Wile E. Coyote was doing his best to catch the Road Runner. For years he spent countless hours and most of his family fortune in futile attempts to chase that extremely fast (and extremely lucky) bird. Wile did not only fail to catch the Road Runner, but also found himself in various situations where he himself would fall into his own traps. He didn’t mind the pain as much as he minded the humiliation.
One day Wile realized that in order to outsmart the Road Runner he must be smarter than the Road Runner. And so, Wile decided to go to San Jose State University, disguised as a foreign exchange student from Death Valley, CA, and get his degree in Computer Science, assuming that all the math, physics and programming would make him smarter than the Road Runner, who seems to know nothing but how to run fast and say “beep beep.”

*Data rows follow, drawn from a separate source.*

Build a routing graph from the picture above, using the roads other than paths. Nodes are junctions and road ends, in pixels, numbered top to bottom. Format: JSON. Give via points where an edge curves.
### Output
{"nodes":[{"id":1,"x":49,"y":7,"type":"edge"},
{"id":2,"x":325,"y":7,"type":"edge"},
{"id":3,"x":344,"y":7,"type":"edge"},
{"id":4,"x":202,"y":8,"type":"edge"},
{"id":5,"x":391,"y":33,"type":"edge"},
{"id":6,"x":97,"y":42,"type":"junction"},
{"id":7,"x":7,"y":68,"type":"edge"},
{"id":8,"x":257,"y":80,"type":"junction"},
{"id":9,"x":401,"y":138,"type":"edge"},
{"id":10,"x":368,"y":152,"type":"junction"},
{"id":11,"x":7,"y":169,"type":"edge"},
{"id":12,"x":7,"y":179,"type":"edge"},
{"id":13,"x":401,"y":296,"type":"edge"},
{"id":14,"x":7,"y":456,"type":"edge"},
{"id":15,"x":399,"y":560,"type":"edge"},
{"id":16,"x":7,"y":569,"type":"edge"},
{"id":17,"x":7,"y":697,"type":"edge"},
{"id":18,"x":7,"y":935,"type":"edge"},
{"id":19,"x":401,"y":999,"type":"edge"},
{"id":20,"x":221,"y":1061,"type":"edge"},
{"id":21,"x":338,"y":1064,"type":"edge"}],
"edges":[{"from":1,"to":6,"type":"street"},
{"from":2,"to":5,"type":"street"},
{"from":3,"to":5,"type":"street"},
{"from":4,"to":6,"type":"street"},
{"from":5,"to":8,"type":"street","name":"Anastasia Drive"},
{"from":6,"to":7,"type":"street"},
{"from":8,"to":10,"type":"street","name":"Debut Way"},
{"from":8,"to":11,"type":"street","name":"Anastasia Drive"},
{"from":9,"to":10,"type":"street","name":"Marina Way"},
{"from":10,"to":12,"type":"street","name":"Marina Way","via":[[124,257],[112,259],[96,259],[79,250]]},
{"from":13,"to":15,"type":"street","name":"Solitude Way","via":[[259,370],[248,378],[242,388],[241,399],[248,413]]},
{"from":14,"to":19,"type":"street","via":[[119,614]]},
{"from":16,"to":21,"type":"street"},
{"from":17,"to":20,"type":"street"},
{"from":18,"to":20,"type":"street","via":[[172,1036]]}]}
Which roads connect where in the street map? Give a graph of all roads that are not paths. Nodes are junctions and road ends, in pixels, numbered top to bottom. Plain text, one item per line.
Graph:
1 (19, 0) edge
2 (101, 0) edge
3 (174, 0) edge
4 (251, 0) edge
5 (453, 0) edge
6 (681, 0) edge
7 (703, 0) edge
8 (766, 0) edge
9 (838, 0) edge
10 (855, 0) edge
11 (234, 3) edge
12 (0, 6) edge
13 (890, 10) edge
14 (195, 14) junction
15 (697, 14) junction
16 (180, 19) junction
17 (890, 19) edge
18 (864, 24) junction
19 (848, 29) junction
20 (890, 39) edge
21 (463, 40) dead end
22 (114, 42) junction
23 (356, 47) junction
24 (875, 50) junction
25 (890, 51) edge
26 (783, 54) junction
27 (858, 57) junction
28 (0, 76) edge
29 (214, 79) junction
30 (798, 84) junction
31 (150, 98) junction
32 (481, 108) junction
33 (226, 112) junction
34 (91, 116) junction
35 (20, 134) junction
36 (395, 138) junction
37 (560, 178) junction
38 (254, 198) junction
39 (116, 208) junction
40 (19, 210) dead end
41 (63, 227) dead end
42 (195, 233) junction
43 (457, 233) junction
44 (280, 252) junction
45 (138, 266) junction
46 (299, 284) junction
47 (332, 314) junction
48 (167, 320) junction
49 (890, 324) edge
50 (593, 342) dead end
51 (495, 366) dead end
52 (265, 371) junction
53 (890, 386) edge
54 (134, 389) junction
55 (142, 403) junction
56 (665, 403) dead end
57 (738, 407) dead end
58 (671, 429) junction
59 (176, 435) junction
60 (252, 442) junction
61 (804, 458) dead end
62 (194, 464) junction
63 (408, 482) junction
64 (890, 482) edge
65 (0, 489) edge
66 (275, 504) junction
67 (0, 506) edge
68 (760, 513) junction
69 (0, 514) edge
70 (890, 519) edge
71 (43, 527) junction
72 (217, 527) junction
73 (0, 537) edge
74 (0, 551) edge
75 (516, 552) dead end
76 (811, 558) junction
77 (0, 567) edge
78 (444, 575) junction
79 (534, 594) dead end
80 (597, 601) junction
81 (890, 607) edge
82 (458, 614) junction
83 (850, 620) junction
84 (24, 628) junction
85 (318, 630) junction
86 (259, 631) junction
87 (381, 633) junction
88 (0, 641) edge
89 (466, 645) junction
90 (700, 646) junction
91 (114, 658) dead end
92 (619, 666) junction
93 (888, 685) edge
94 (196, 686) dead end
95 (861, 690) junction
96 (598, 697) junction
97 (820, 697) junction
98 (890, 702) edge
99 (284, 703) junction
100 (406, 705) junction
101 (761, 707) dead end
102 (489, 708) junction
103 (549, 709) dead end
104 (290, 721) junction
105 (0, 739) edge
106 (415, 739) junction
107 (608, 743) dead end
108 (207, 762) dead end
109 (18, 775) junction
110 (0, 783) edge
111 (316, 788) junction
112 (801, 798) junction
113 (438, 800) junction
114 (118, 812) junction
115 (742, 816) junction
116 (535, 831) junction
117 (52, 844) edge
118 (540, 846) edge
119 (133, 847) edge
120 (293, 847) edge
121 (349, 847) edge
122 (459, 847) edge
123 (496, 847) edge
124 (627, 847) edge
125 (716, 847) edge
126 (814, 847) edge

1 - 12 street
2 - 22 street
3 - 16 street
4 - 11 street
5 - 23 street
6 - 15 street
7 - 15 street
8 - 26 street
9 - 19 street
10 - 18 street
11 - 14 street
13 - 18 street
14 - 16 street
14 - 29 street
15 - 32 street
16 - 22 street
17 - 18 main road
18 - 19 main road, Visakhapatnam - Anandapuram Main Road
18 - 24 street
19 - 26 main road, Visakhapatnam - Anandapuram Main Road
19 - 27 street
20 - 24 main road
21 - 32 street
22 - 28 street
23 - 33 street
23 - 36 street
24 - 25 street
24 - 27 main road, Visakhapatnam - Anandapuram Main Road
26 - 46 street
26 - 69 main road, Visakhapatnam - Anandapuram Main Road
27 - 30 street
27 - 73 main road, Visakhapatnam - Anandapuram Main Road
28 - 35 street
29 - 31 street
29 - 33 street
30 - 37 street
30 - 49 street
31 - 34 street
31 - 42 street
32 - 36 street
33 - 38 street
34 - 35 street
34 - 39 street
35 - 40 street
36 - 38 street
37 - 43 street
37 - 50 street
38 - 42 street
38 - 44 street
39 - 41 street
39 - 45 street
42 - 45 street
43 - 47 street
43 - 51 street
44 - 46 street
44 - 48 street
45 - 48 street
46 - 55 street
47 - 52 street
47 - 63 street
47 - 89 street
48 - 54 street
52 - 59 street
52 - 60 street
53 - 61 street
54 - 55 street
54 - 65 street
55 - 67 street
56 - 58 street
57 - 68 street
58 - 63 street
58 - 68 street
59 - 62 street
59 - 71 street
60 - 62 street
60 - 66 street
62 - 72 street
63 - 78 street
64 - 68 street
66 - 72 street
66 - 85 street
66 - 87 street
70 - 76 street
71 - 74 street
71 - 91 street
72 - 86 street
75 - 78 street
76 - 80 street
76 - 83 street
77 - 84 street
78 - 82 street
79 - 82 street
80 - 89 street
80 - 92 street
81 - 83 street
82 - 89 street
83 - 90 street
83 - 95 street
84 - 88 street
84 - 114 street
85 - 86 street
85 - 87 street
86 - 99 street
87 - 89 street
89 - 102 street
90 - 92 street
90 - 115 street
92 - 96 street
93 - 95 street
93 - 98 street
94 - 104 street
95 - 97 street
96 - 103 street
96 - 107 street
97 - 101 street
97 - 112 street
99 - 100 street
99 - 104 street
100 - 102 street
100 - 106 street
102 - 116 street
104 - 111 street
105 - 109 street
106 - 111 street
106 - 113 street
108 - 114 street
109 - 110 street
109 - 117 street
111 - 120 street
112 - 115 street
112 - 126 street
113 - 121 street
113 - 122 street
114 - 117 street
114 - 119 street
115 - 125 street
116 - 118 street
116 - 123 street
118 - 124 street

In his first semester Wile took CS 46A. During the fourth lab Wile was asked by the lab manual to write a program that prompts the user for a double, finds its absolute value and raises it to the power of 5 (the double, not the user). Wile spent some time planning his algorithm and eventually wrote the following program:
/** This class reads a double number from the user and finds the value of |number|^5 (absolute value to the power of 5). @author Wile E. Coyote @version 1.0 */ import javax.swing.JOptionPane; public class Calculate { public static void main(String[] args) { //getting a number from the user String input = JOptionPane.showInputDialog( "Enter a number or press cancel to exit: "); while(input != null) { double number = Double.parseDouble(input); double answer = number; // Finding number’s absolute value: if (answer < 0) answer = -answer; double positiveNumber = answer; // finding answer ^5 for (int i = 0; i < 5 ;i++) answer = positiveNumber * answer; // printing result System.out.println("|" + number + "|^5 = " + answer); //getting a number from the user String input = JOptionPane.showInputDialog( "Enter a number or press cancel to exit: "); } System.exit(0); } }
Take a look at Wile’s code and find the portion of code where the absolute value is found and where the number is raised to the 5th power. Note that Wile implemented his program using an if statement and a for loop. Also, he used an extra variable called positiveNumber.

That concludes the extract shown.